We now have all the tools for trying to perform Maximum A Posterior inference for our inverse problem, i.e.:

$$\hat{z} = \arg \max_{z} \log p(y | z) + \log p(z) $$

In order to achieve this, you will need to put together the following elements:

- Combine the physical forward model with generative model for an end-to-end forward model going from latent variable $z$ to HSC image.
- Write a function that computes the log posterior for a given $z$
- Use the tools from day I to do the optmization and recover a solution

Your turn :-)

## Step IV: Variational Inference

In the previous section, we only recover a single point estimate of the solution, but ideally we want to access the full posterior. In this section, we will try to use VI.

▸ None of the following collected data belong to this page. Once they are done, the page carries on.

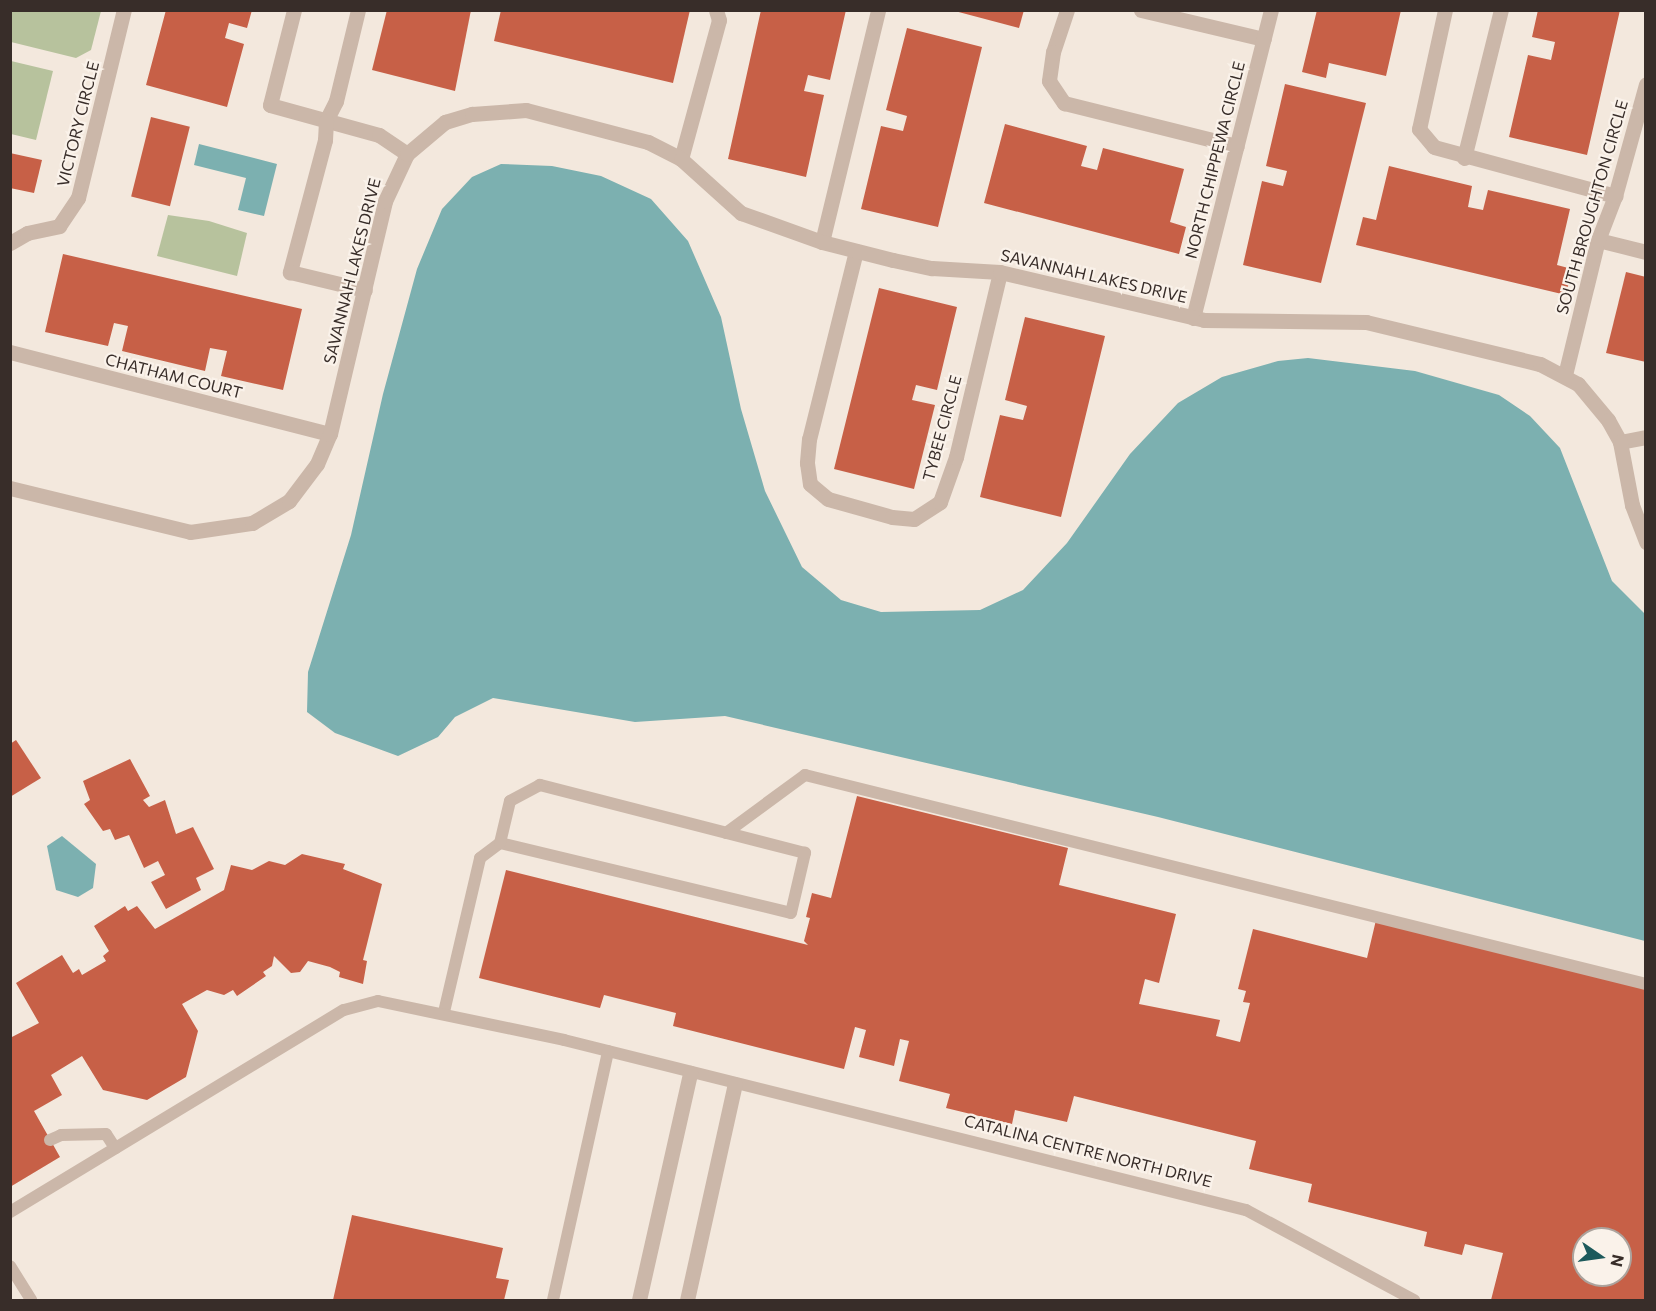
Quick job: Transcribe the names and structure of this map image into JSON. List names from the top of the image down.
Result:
{
  "streets": {
    "street": [
      "VICTORY CIRCLE",
      "NORTH CHIPPEWA CIRCLE",
      "SOUTH BROUGHTON CIRCLE",
      "SAVANNAH LAKES DRIVE",
      "CHATHAM COURT",
      "TYBEE CIRCLE"
    ],
    "lane": ["CATALINA CENTRE NORTH DRIVE"]
  },
  "crossings": [
    ["NORTH CHIPPEWA CIRCLE", "SAVANNAH LAKES DRIVE"],
    ["SOUTH BROUGHTON CIRCLE", "SAVANNAH LAKES DRIVE"],
    ["SAVANNAH LAKES DRIVE", "CHATHAM COURT"],
    ["SAVANNAH LAKES DRIVE", "TYBEE CIRCLE"]
  ],
  "north": "right"
}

The idea of VI, is to use a parametric model $q_\theta$ to approximate the posterior distribution $p(z | x)$. You need two things:
- a tractable and flexible parametric model $q_\theta$, we can use a Normalizing Flow for instance ;-)
- a loss function that minimizes the distance between $p$ and $q_\theta$


The loss function typically used for VI is the Evidence Lower-Bound (ELBO) (the same one as we used in the VAE ;-) ). The ELBO is the right hand side part of this expression:

$$ p_\theta(y) \geq \mathbb{E}_{z \sim q_\theta}\left[ p(y | z) \right] - KL(q_\theta || p) $$
where $p$ in the KL divergence term is the latent space prior.

In other words, maximizing the ELBO tries to maximize the likelihood of the data under the model.


In [None]:
# We are going to need a normalizing flow to model the posterior then
def sample_and_logp(N=1):
    flow = AffineFlow()()
    z = flow.sample(N, seed=hk.next_rng_key())
    log_p = flow.log_prob(z)
    return z, log_p

In [None]:
q_sample_logp = hk.transform(sample_and_logp)

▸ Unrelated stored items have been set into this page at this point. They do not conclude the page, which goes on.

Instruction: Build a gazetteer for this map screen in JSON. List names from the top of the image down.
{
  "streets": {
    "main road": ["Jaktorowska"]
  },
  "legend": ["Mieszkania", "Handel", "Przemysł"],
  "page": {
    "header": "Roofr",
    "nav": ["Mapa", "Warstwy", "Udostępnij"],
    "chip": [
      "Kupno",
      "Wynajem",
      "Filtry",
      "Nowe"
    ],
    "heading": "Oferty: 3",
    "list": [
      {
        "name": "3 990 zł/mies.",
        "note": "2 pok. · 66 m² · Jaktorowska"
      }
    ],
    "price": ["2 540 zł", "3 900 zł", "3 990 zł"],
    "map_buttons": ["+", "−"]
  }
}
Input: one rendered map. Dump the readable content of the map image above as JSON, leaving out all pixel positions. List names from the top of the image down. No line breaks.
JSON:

# We initialize the parameters for the variational distribution
q_params = q_sample_logp.init(next(rng_seq), 1)

# And here is our prior distribution
p = tfd.MultivariateNormalDiag(jnp.zeros(32),
                               scale_identity_multiplier=1.)

In [None]:
# Let's write a concrete ELBO
def elbo(params, rng_key):

    # Sample from the log posterior
    z, log_q = q_sample_logp.apply(params, rng_key, N=100)

    # KL term
    kl = log_q - p.log_prob(z)

    # You need to plug your forward model producing a likelihood object here
    likelihood = # .....

    log_likelihood.log_prob(y_obs)

    # Form the ELBO
    elbo = jnp.mean(log_likelihood - kl)

    return -elbo

The rest is now up to you :-) Use this ELBO to optimize the parameters of the posterior variational distribution $q_\theta$. Once you have achieved a good solution, try to sample from that posterior.